There is a lot of misconception about the percentage of protein that should be in your product – especially when it comes to turning over to the back of the packet to read the nutritional panel.
When reading the protein level per serve and per 100g the terms “as is” and/or “dry basis” next to the word ‘protein’ should be visible – the two measurements are like comparing apples with oranges – so we thought it would be best to explain it here to help educate people so that you can make informed choices about what you’re spending your hard earned dollars on and if the numbers really do add up.
Let’s get into it!
‘As is’ protein
Let’s say you had a straight pure protein powder, which has on average 87.9% protein “as is” Or “actual” protein.
What does “as is” mean?
It’s the most accurate and honest measurement. It means if you scoop out 100g of this protein it will have 87.9g of actual protein as it is in your scoop, it should be the only number for you to go off if you’re comparing two products next to each other. As there’s a moisture content in all proteins regardless of if you can see it or not, this is always going to impact the protein % as it is.

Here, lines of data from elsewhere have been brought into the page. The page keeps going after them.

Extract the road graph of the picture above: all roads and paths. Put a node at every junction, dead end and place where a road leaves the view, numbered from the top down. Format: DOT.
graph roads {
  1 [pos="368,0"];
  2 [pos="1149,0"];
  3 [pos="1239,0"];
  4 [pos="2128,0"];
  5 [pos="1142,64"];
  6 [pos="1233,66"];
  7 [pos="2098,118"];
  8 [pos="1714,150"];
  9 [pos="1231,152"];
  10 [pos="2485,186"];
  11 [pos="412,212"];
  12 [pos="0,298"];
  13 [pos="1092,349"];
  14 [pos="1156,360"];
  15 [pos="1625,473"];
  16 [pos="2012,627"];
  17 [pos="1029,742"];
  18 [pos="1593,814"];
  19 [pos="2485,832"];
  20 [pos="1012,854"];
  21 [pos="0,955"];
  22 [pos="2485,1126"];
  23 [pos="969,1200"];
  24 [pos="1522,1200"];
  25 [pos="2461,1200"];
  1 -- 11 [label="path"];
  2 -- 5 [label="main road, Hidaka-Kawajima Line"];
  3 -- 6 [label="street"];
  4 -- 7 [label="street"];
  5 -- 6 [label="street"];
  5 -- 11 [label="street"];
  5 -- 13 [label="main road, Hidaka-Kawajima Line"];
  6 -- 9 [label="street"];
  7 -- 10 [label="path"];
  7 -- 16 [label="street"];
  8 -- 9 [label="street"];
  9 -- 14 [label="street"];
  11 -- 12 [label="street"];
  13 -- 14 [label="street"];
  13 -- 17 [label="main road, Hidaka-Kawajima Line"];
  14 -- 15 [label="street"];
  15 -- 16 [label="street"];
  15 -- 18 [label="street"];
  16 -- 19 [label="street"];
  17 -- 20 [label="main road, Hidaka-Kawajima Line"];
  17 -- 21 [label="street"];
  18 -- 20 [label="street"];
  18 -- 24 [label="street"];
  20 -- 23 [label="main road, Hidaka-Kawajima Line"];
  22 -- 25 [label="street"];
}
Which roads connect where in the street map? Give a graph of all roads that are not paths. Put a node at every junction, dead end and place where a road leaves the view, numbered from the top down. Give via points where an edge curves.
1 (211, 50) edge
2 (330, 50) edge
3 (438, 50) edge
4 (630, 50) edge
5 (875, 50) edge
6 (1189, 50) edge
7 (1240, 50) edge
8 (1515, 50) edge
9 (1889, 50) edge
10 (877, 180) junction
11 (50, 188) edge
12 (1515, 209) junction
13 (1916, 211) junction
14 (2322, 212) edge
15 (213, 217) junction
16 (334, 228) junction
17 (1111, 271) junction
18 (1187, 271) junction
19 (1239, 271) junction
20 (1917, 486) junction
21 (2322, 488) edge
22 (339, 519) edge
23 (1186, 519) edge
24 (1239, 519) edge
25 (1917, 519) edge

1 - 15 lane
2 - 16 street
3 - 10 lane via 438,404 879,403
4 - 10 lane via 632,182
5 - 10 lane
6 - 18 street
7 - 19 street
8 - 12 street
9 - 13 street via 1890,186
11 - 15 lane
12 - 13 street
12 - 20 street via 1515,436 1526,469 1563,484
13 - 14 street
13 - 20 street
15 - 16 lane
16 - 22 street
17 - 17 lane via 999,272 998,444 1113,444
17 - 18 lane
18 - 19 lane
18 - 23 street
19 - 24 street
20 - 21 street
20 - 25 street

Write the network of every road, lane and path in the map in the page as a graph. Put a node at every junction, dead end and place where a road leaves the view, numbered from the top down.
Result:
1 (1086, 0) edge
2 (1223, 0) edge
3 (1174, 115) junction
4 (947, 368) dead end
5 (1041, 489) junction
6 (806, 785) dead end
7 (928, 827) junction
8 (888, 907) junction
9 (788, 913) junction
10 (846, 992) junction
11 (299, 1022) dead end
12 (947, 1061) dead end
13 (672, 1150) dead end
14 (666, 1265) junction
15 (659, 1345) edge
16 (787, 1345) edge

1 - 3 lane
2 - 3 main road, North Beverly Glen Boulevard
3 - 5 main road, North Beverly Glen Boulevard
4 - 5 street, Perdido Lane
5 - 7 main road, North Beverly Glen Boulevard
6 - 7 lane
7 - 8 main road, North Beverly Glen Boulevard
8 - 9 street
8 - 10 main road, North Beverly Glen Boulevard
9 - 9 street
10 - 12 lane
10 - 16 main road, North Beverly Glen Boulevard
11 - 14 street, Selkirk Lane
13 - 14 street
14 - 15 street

The next time you’re out shopping for protein, make sure you have a look at the Nutritional Panel for the “as is” or “actual” label, this is very important, if it doesn’t state this measurement and uses ‘ dry weight ‘ then we suggest checking into the legitimacy of the claim as dry weight isn’t a true reflection of what you’re actually about to consume.
We feel the “as is” value should be used on all labels, in NIPs (Nutrition Information Panels) and in formulations if you were trying to work out the protein content of a product.
In order to explain the other methods used, we’ve got to get a little technical so hold onto your hat.
If you take the same WPI we mentioned above and dry it at 104 C for 4 hours to remove all moisture, the protein “dry basis” will be on average 93.0% heaps higher right? simply because there is now zero moisture/water. There is no time that you should ever use or go off “dry basis’ for any reason when reading a nutritional panel. You are NOT buying a protein and drying it out for 4 hours to remove the moisture so it is irrelevant.
So you’ve got that? Make sure that the supplier of protein you’re about to consume is NOT measuring their protein count based upon “dry basis”. It’s misleading and if they are make sure you ask them for a ‘as is’ count. Technically, manufacturers are allowed to state this measurement on their packaging providing they advise its ‘dry basis’ although it’s really misleading the consumer. If you were to take that same protein which claimed ’93% dry basis protein’ and had it tested in a lab, we will guarantee it will come back with a far lower ‘as is’ protein level than advertised.
So why do companies use it?
It is believed that the origins may lie in Europe, or perhaps US tariff rules, where the dry basis was measured to determine how much tariff needed to be paid and became the industry standard.
BUT the main reason now, to put it bluntly, is for companies to exaggerate the protein content of the protein they sell – 93% (dry basis) is bigger than 87.9% (as is) – to deliberately mislead customers that use protein that their protein level is higher which gives the perception that it’s a superior product.
In defence of some protein manufacturers, they can fall victim to misleading their customers unintentionally as it’s still legal to state the dry weight protein %, it looks and sounds better on paper so why wouldn’t you make this claim if you didn’t know any better?
What does this mean for businesses trying to do the right thing by their customers?
This can put businesses into a difficult spot because if they are selling protein direct to consumers, you would think they want to do the right thing and use “as is”. But if all your business’s competitors use “dry basis” (like a 99% of the industry), you don’t want to be at a competitive disadvantage.
This is the issue PSA faces today like most businesses trying to do it the right way, a practical way around it is to state both values on your pack, but, really, the FSANZ code (what we abide by as manufacturers) makes no provision for the use of “dry basis” on labels which kinda sucks.
When PSA was first established, we were using dry basis as our form of measurement as we knew no better, however, as PSA grew so did our knowledge, our products and services, and we quickly realised that dry basis was actually not the most accurate way to state the protein percentage – through third party testing, reformulating and auditing our whole business we adjusted to the right method in a move we believe that will bring honesty and transparency to our customers which is always the best way.
So there you have it!
Make sure the next time you pick up some protein, that you read the nutritional label for this information – and if you do see “dry basis” or no information at all give them a call and let them know!
Our ethos at PSA is educating consumers to make informed choices when it comes to supplements, and we encourage you to spread this information so that others may be educated as well.